We left for the airport before 5 am for our 7 am flight. We flew Frontier (a whole different animal, for you carrier buffs) and for anyone who is interested, Fritz the mountain goat accompanied us to Denver, at which point Hector the otter took over for the trip to Sacramento.
We arrive in Denver and decide to have lunch during our three hour layover. We find a little place near our gate and sit down, slightly tired from our early rising and slightly on edge due to at least six screaming babies being on board our four hour flight, one of whom had decided it was a good idea to crawl beneath my seat and play with my ankles.
So there we are, sitting peacefully waiting for our food, when suddenly, out of the clear blue sky, a knife sails over and strikes Tricia on her hand, which was laying innocently in her lap. A loud surprised "OW" escapes from her lips, as she looks around for the thrower of the missile, which, though plastic, had some force behind it. A tall gangly waiter glances over unconcernedly, his long brown hair combed neatly over his eyes.
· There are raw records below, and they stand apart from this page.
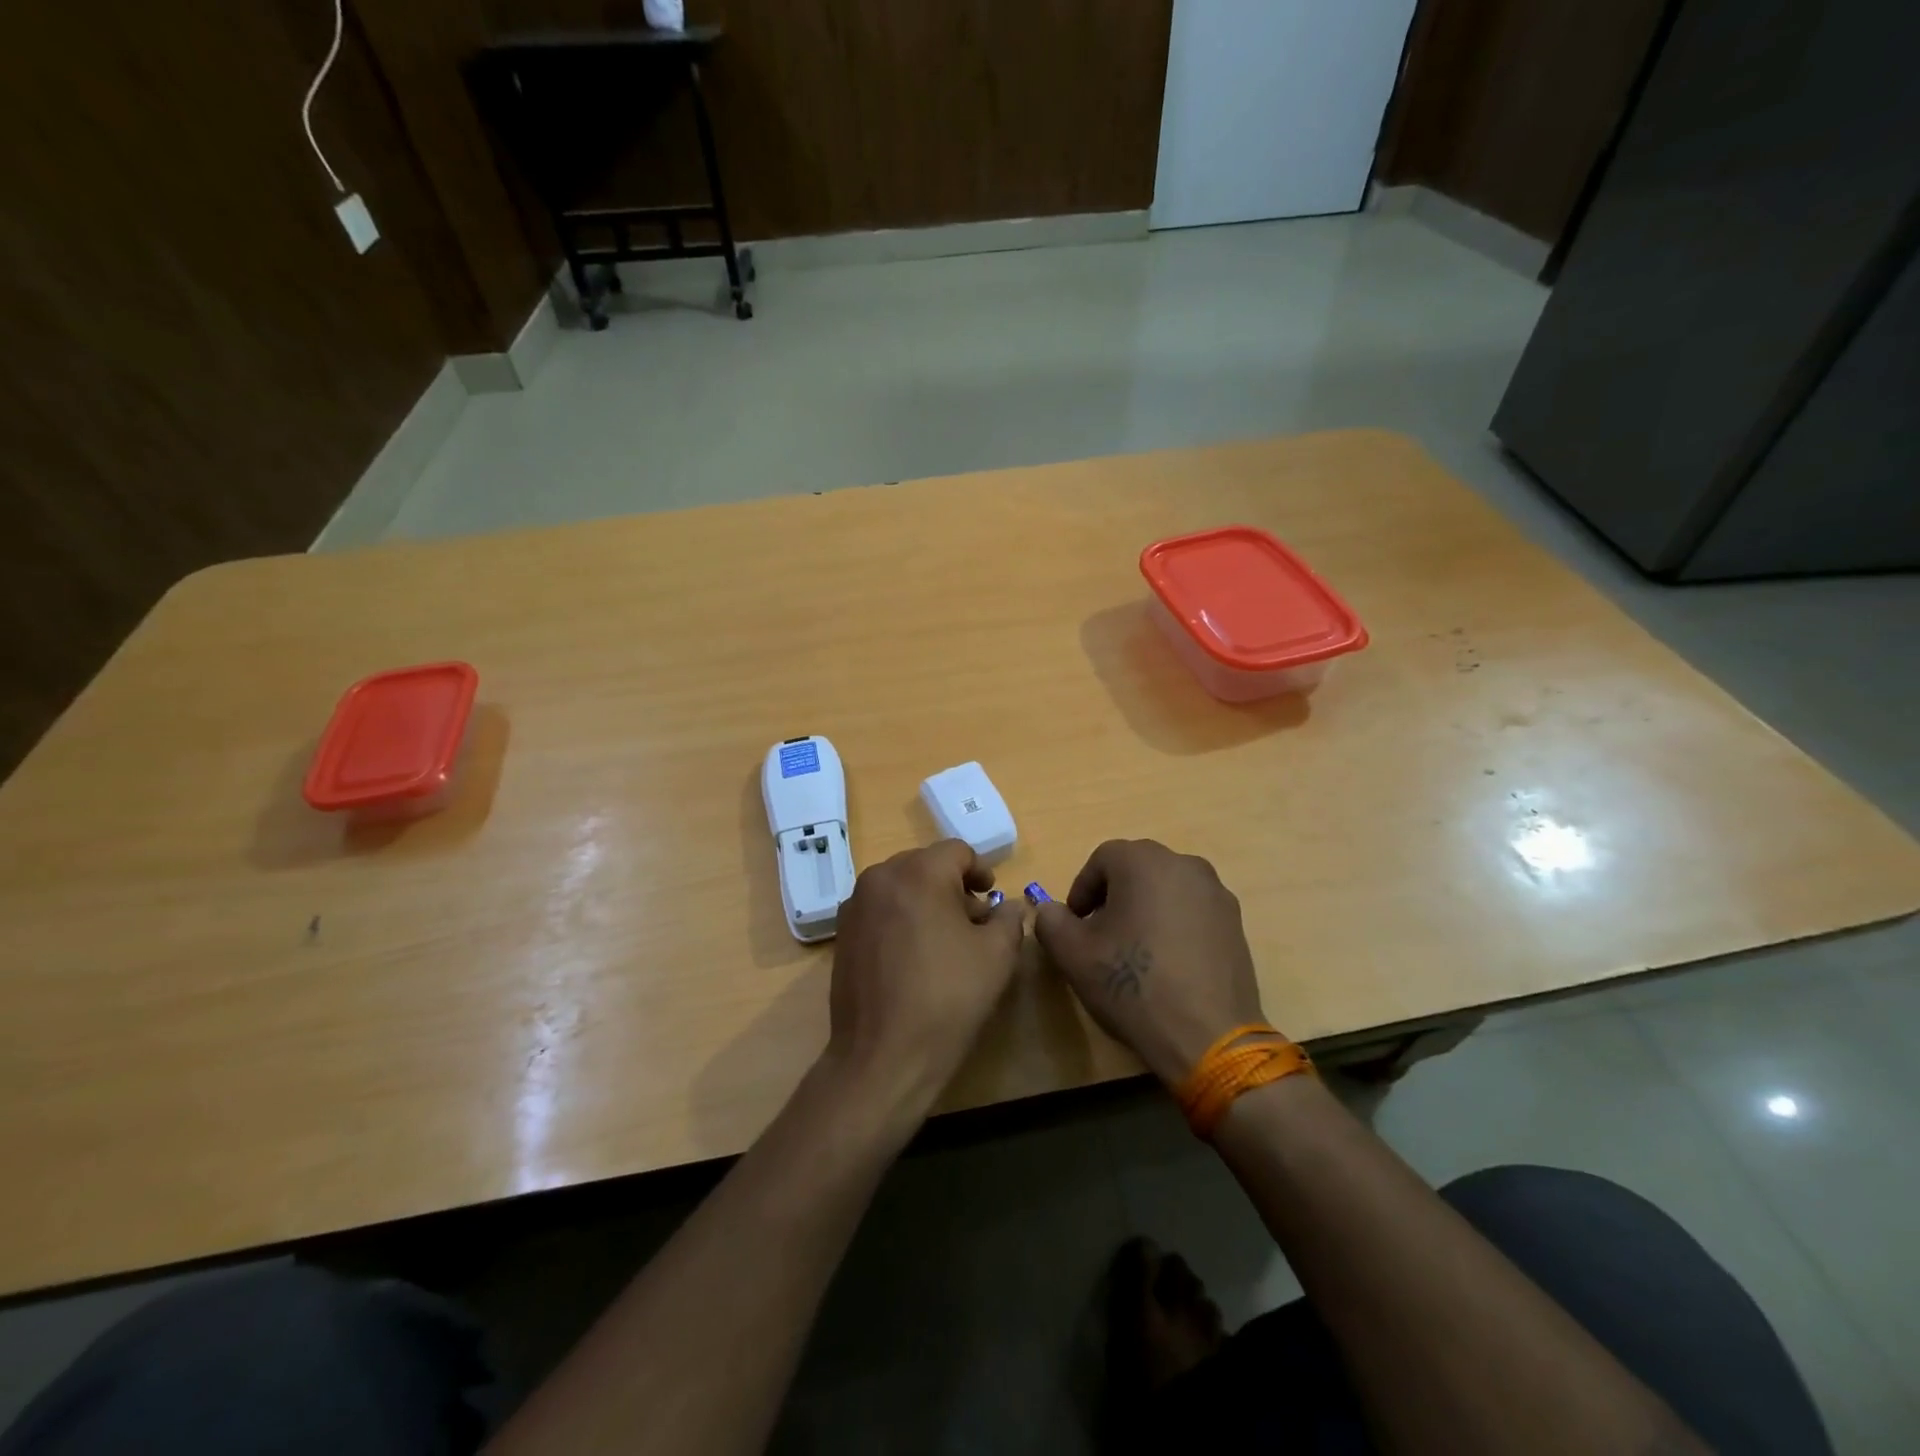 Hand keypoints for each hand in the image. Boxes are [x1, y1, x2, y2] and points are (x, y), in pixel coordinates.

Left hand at [823, 840, 1025, 1113]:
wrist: (883, 1055)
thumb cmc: (947, 997)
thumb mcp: (997, 956)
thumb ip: (1008, 919)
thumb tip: (1006, 907)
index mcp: (919, 873)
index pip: (957, 851)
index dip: (981, 871)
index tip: (992, 898)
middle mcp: (881, 877)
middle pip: (926, 865)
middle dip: (953, 886)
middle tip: (974, 921)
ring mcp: (855, 905)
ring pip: (900, 886)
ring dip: (926, 901)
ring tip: (945, 940)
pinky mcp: (842, 933)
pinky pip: (880, 909)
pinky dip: (901, 918)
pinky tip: (914, 956)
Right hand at [1032, 840, 1270, 1085]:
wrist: (1207, 1036)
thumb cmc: (1132, 985)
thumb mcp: (1072, 954)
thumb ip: (1051, 921)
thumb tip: (1050, 909)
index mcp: (1143, 861)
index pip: (1101, 860)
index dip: (1082, 891)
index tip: (1076, 925)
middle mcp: (1184, 864)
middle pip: (1136, 869)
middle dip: (1114, 897)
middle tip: (1101, 936)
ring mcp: (1215, 893)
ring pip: (1166, 888)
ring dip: (1146, 908)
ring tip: (1135, 950)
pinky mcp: (1235, 922)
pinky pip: (1192, 910)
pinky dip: (1175, 924)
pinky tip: (1168, 963) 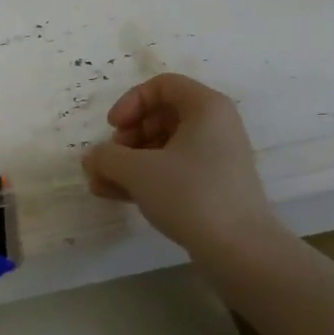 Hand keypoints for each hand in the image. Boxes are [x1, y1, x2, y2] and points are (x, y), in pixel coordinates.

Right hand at [81, 74, 285, 259]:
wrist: (240, 249)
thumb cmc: (190, 194)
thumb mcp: (138, 171)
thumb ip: (107, 157)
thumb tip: (93, 158)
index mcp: (206, 107)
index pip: (162, 85)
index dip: (130, 102)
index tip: (113, 128)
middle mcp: (216, 125)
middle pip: (161, 116)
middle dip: (127, 137)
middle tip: (110, 160)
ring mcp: (217, 157)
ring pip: (165, 147)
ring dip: (130, 162)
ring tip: (103, 186)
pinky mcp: (214, 186)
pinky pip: (175, 170)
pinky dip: (147, 178)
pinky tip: (119, 197) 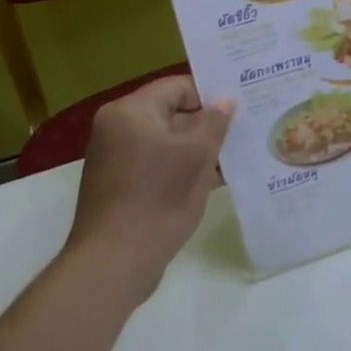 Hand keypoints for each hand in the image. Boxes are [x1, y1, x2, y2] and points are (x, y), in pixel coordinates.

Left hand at [67, 76, 234, 301]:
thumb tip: (225, 100)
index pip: (179, 86)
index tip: (238, 113)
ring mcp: (112, 157)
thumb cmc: (158, 198)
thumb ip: (215, 121)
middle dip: (204, 126)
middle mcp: (115, 127)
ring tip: (228, 161)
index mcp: (131, 111)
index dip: (210, 97)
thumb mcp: (198, 155)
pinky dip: (177, 168)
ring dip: (193, 150)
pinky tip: (206, 183)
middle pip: (171, 112)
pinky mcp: (115, 184)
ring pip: (164, 140)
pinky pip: (153, 163)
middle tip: (238, 136)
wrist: (113, 263) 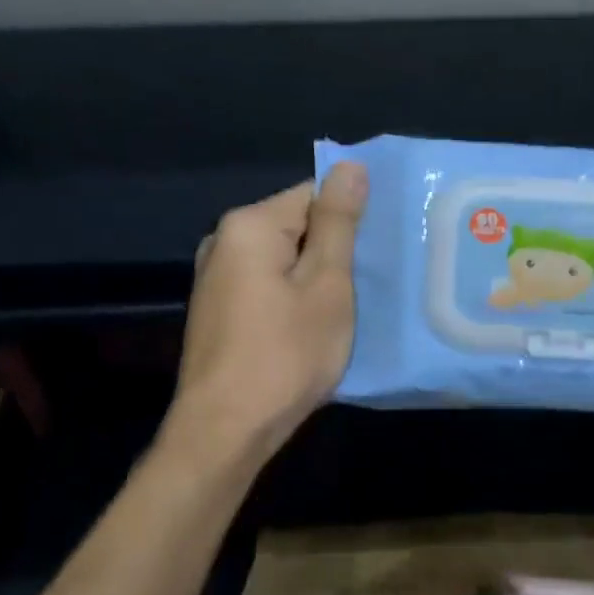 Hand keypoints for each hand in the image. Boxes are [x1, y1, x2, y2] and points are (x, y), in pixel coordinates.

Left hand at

An angel's halo glows above his brow, and the innocence of a newborn babe flows out of his voice as he says: "Whaddo do?" Yet this paradigm of guilelessness clutched a handful of telling evidence: several plastic knives in one hand, with the other hand remaining inside the silverware box at the servery. I feared for this young man's life in the first few tense moments, but Tricia only looked at him in silence and then stated calmly, "It didn't really hurt." I stole another glance at the offending party, but he only gave a brief "Oh" in response and returned to the perusal of his collection of cutlery.
So there you have it. The phrase "Whadda Do" carried us through the rest of the weekend.